By Meghan Howes, Contributing Writer for RadCraft
Based in Ft. Collins, on the Colorado State University campus, the Fermentation Science and Tech Program – part of the school of Food Science and Human Nutrition — includes a state-of-the-art malt quality lab, where Katie Fromuth serves as lab manager.
Fromuth spends most of her time accepting and processing barley and malt, running products through a rigorous two-day testing regimen. Formed in 2013, the CSU program added the malt lab, which opened in April of 2021. Given that the lab is so new, when she’s not processing all of the samples that land on her bench, Fromuth is actively engaged in business development and supply chain relationship building.

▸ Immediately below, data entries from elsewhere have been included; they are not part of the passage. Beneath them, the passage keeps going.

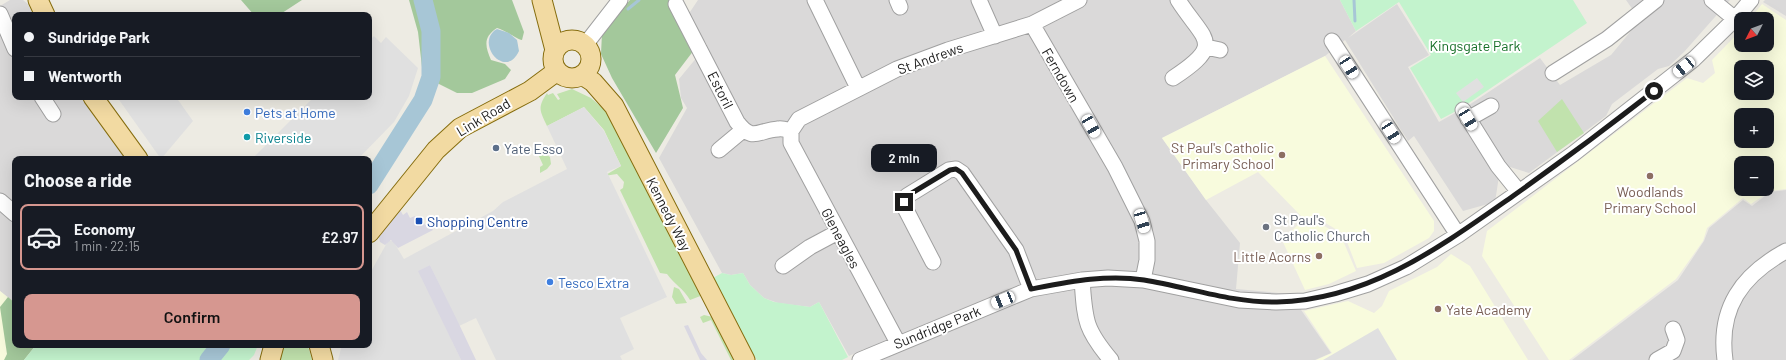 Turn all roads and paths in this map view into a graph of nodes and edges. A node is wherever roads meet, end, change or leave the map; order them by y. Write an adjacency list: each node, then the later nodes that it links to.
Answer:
1 (38, 0): 12 (main road)
2 (620, 0): 21 (street)
3 (815, 0): 27 (street)
4 (979, 0): 18 (street)
5 (1079, 0): 17 (street, St Andrews)
6 (1178, 0): 26 (street)
7 (1656, 0): 24 (street)
8 (1712, 0): 15 (street)
9 (1751, 0): 13 (street, Sundridge Park)
10 (676, 4): 32 (street, Estoril)
11 (545, 8): 21 (main road); 22 (main road)
12 (44, 12)
13 (1741, 12)
14 (0, 14): 20 (street)
15 (1734, 18)
16 (1734, 20): 36 (street, Sundridge Park)
17 (1032, 24): 18 (street, St Andrews); 46 (street, Ferndown)
18 (995, 36): 27 (street, St Andrews)
19 (1332, 41): 41 (street)
20 (12, 42)
21 (578, 42): 22 (main road); 25 (main road)
22 (555, 50): 23 (main road)
23 (557, 71): 25 (main road); 39 (main road, Link Road)
24 (1553, 73)
25 (582, 75): 50 (main road, Kennedy Way)
26 (1173, 78)
27 (858, 88): 33 (street, St Andrews)
28 (44, 100): 31 (street)
29 (95, 100): 35 (main road)
30 (1491, 106): 36 (street)
31 (53, 114)
32 (744, 130): 33 (street); 34 (street)
33 (791, 131): 40 (street, Gleneagles)
34 (719, 150)
35 (136, 156)
36 (1519, 192): 41 (street, Sundridge Park)
37 (1, 202): 38 (street)
38 (12, 211)
39 (372, 231)
40 (838, 232): 44 (street); 49 (street, Gleneagles)
41 (1458, 235): 46 (street, Sundridge Park)
42 (1786, 251): 54 (street)
43 (933, 262): 47 (street)
44 (782, 266)
45 (1082, 280): 46 (street, Sundridge Park); 47 (street, Sundridge Park); 52 (street)
46 (1143, 280)
47 (1031, 289): 49 (street, Sundridge Park)
48 (1673, 329): 53 (street)
49 (898, 343): 51 (street, Sundridge Park)
50 (745, 360)
51 (860, 360)
52 (1111, 360)
53 (1657, 360)
54 (1725, 360)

“We’re testing primarily in Colorado,” said Fromuth, “but I am…branching out and targeting the southern/western areas of the U.S.” She’s been looking at the viability of growing barley in the southern U.S., particularly Kentucky, North Carolina, Missouri, and even Florida.
The buzzword in the wine world – terroir – took its own sweet time to emerge in craft beer, but it has officially arrived. Fromuth is well aware of how regionality is king in the craft beverage space, with increased attention given to grains grown as close to a maltster as possible.
“Every region will have environmental variations based on the agronomics,” says Fromuth, “and maltsters have their pick of raw materials. There are so many levers and dials that a maltster can work with. Different areas require different approaches.” In the south, for instance, farmers deal with more pests, so pest management is critical for the success of a crop.
Students in the four-year program can access two working brewhouses: a PTB certified, 10BBL brewpub (the Ramskeller Pub & Grub, located on campus), and two 50L research and teaching breweries. “The scope of the program is all-encompassing – we teach food and beverage fermentation, but most students enter the beverage space as opposed to food.”
Understanding the life cycle of barley and how malt is produced is critical for anyone who wants to brew professionally. “The maltster is the central figure in the whole ‘field to foam’ cycle,” says Fromuth. “We teach the whole supply chain, and more and more, the farmer is also the maltster.”
This is true for two formidable operations in Colorado, Root Shoot Malting out of Loveland and Colorado Malting Company near Alamosa. “Today’s brewers are having close conversations with their maltsters, hop growers, and yeast propagators,” explains Fromuth. “At CSU we have strong beer education and expertise…” to help guide these conversations, ensuring that the resulting actions bear fruit for everyone involved.